=== LISTED RECORDS ===

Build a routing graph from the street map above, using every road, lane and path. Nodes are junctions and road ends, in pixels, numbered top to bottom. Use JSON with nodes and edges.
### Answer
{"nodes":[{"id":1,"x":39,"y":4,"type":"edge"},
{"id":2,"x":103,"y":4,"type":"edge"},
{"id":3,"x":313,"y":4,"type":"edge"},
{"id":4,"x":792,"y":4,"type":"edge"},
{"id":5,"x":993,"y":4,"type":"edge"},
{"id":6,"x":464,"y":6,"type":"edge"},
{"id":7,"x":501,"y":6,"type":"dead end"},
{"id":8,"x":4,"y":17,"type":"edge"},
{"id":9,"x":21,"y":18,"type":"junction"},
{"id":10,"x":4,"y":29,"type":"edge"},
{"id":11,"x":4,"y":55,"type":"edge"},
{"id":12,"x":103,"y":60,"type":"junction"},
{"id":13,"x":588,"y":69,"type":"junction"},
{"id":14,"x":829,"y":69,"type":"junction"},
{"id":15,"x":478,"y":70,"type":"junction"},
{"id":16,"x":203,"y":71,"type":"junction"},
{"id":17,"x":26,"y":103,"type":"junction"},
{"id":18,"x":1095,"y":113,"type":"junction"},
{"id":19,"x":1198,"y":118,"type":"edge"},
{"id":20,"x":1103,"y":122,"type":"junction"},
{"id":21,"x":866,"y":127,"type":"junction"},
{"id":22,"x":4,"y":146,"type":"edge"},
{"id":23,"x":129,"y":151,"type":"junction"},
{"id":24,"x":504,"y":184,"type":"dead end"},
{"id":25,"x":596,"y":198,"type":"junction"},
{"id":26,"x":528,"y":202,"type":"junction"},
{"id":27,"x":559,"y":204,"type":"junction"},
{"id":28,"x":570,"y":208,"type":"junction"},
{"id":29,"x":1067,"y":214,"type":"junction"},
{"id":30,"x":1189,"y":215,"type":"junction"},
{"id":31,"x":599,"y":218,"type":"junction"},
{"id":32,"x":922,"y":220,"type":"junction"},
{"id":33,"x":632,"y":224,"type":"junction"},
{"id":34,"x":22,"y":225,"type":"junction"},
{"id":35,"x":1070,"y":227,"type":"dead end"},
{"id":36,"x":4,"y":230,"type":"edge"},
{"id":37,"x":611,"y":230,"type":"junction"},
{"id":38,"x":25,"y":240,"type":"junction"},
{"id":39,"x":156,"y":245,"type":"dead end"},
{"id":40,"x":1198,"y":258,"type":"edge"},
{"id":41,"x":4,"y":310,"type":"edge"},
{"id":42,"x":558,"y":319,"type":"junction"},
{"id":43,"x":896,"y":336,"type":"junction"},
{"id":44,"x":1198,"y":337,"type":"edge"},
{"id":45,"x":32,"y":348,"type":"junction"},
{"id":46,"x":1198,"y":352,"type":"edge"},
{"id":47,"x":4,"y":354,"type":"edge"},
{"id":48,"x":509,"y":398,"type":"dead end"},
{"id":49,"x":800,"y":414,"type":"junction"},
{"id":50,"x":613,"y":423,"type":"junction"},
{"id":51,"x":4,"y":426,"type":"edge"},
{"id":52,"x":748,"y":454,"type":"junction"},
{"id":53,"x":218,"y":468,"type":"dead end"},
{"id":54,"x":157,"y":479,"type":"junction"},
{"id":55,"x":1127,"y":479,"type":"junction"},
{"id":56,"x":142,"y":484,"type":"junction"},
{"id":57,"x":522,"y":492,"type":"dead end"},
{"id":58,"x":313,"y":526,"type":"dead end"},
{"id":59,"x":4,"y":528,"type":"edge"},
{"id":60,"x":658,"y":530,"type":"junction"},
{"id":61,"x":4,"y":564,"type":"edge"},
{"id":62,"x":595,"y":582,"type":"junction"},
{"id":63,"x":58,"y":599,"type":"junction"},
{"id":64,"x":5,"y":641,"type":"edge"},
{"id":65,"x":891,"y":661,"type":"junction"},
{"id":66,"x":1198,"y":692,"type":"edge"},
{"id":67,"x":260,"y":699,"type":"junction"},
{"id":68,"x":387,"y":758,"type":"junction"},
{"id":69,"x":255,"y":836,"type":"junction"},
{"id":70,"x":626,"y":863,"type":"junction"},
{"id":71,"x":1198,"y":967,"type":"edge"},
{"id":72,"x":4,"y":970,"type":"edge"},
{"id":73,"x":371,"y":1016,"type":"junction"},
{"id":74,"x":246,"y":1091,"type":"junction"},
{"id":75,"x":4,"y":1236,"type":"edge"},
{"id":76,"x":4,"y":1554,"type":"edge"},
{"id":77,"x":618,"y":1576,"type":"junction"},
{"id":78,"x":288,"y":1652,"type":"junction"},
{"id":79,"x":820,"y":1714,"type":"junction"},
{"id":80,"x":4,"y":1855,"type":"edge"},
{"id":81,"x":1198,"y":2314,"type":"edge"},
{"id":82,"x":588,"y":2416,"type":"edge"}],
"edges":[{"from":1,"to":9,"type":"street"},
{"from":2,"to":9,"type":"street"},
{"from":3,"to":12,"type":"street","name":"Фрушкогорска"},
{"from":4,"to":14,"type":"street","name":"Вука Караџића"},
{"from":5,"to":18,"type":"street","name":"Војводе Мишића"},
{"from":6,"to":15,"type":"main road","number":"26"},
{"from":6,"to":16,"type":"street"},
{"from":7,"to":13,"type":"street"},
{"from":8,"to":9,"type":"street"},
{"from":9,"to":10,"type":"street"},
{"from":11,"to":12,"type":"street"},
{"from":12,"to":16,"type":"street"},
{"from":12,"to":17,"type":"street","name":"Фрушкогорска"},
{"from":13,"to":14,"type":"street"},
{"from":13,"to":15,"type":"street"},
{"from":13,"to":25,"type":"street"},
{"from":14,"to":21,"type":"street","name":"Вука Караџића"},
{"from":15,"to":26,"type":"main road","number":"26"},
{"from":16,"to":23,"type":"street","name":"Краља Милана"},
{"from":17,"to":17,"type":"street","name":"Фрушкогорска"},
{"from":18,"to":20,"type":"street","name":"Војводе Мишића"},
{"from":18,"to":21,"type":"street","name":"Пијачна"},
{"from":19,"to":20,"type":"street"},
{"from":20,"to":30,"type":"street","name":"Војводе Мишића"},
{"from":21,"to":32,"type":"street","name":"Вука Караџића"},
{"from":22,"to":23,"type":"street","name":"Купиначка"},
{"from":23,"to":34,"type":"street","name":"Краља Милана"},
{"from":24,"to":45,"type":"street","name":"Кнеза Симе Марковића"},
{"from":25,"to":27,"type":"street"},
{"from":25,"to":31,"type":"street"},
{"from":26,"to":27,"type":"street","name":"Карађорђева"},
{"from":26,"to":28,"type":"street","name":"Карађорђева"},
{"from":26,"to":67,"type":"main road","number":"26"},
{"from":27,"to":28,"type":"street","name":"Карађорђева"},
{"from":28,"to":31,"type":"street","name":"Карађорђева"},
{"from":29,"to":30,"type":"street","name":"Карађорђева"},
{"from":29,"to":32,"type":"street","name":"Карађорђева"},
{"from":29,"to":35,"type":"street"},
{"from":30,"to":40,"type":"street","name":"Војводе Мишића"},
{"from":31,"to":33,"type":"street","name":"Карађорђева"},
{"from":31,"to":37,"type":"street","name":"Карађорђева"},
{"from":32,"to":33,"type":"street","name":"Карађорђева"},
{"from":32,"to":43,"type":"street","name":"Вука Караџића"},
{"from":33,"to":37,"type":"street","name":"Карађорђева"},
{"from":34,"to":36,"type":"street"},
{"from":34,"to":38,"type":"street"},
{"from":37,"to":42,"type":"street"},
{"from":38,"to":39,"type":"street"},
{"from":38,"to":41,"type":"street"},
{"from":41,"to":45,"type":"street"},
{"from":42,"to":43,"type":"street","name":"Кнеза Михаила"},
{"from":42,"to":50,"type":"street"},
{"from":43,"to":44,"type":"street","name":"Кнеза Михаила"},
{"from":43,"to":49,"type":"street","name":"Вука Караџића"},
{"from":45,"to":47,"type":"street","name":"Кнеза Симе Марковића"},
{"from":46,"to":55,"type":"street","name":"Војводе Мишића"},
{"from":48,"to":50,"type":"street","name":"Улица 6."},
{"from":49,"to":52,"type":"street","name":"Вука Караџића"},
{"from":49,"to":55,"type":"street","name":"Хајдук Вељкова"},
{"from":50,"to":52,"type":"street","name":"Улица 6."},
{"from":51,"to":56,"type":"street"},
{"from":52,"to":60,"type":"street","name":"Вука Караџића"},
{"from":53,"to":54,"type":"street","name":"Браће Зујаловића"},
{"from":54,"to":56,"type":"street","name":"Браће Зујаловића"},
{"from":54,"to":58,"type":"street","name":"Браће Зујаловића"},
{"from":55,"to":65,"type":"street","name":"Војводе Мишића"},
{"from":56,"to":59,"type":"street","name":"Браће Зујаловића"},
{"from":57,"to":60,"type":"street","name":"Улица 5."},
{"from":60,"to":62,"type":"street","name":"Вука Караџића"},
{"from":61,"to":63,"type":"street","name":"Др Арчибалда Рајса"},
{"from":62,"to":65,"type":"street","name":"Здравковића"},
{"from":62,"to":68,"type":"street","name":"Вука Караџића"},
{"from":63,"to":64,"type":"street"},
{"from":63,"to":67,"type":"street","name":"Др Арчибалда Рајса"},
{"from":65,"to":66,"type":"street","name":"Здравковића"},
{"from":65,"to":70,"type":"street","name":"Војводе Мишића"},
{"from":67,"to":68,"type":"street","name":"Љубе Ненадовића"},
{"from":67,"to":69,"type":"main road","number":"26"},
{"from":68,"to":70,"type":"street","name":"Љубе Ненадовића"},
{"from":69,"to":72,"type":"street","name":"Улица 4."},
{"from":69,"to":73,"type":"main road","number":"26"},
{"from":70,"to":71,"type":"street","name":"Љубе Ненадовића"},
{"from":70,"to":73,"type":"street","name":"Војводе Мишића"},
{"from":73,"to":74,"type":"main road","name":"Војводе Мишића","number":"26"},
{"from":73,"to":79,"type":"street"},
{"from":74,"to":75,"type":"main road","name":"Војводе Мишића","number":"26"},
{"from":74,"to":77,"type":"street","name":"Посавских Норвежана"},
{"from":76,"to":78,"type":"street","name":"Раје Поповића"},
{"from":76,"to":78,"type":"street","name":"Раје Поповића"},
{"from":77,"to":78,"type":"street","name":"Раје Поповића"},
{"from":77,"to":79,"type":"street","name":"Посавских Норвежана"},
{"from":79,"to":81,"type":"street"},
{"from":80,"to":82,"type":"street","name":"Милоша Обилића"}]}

===

## DESCRIPTION OF THE TASK
Which lines of the records above contain the word "Зујаловића"? Show each of them.

## ANSWER SECTION
{"from":53,"to":54,"type":"street","name":"Браће Зујаловића"},
{"from":54,"to":56,"type":"street","name":"Браће Зујаловића"},
{"from":54,"to":58,"type":"street","name":"Браће Зујаловића"},
{"from":56,"to":59,"type":"street","name":"Браће Зујаловића"},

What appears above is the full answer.